XXIV. Interest under section 201(IA(II ).
Interest for delay is chargeable not for the period of delay, but for the period from which tax was deducted to the date on which such tax is actually paid. It may be illustrated as under:
TDS deducted on 31-3-2012 Rs. 1,00,000/-
Tax payable on 30-4-2012
Tax deposited on 2 -5-2012
Interest should be chargeable from 1-5-2012 to 2-5-2012 for one month .But as per existing provision it is charged for 2 months i.e. 31-3-2012 to 2-5-2012 .It was not intended by law but appears to be drafting error which needs to amended w.e.f 1-10-2009.
XXV. Gaps in electricity generations.
It is suggested that concessions or additional tax benefits may also be provided where a new building (residential/Commercial /hotel etc) installs a solar energy devices and rain harvesting instruments.
3. Increase in limits.
XXVI. S. 24(b). Interest on borrowed Capital.
It is suggested that the deduction in respect of interest on housing loan in case of self occupied property should be increased from 1.5 lakh to 3 lakh.
XXVII. S. 54EC: Exemption of capital gain on investment in certain bonds.
It is suggested that there should not be any limit as the amount is invested in Government Bonds or alternatively the present limit of 50 lakhs may be increased to atleast one crore.
XXVIII. Public provident fund.
It is suggested that a separate section may be introduced for allowing deduction in respect of amount invested in Public Provident Fund up to 1 lakh.
XXIX. S.193, 194A 194H: TDS on interest on Securities and other interest, Commission..
It is suggested that present limit of Rs 5,000/- may be increased to atleast Rs. 20,000/-. It is suggested that the threshold limits in respect of payments not subject to deduction of tax at source may be reviewed every three years.
XXX. 194J.TDS on professional fess.
It is suggested that present limit of Rs.30,000/- may be increased to at least to Rs. 50,000/-.
XXXI. Wealth tax.-Exempt motorcars
It is suggested that motor cars should be excluded from the definition of “assets”.

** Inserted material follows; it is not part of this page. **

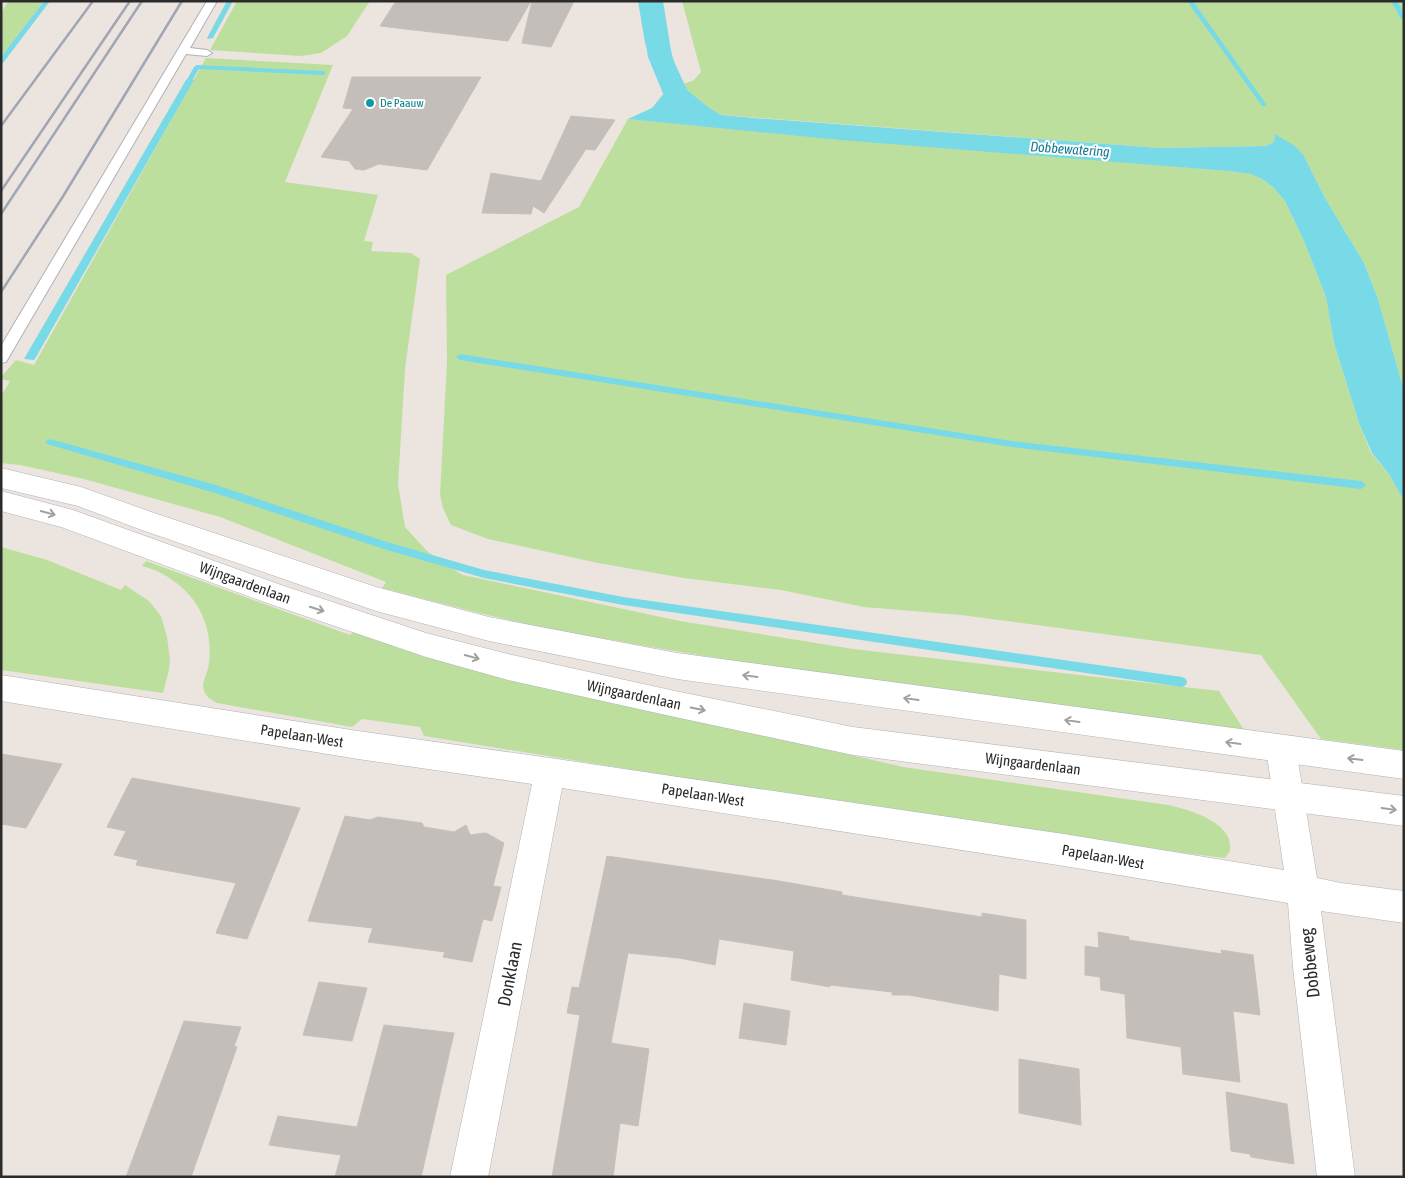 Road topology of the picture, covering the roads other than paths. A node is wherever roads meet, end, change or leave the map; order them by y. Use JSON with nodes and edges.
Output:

We hope and wish Finance Bill 2013, will be the dream budget of tax professionals and the Honourable Finance Minster will appreciate the pro-active role of tax professionals for very objective suggestions. For the benefit of professionals various professionals will be organising various lecture meetings and seminars. One of the major event of The Bombay Chartered Accountants’ Society is yearly Lecture meeting on the subject of “ Direct taxes Provisions of the Finance Bill” by Shri S.E. Dastur senior Advocate and Past President of ITAT Bar Association. This year’s lecture meeting on the subject of “Direct Tax Provisions of the Finance Bill, 2013, will be held on Monday 4th March, 2013 at 6.15 P.M. at Yogi Sabagruha, Shree Swami Narayan Mandir, Dadar (East) Mumbai -40004
It is heartening to note that on 4th March 2013 Shri S.E.Dastur will be delivering his silver jubilee Lecture on Finance Bill to The Bombay Chartered Accountants’ Society. We wish him all the best.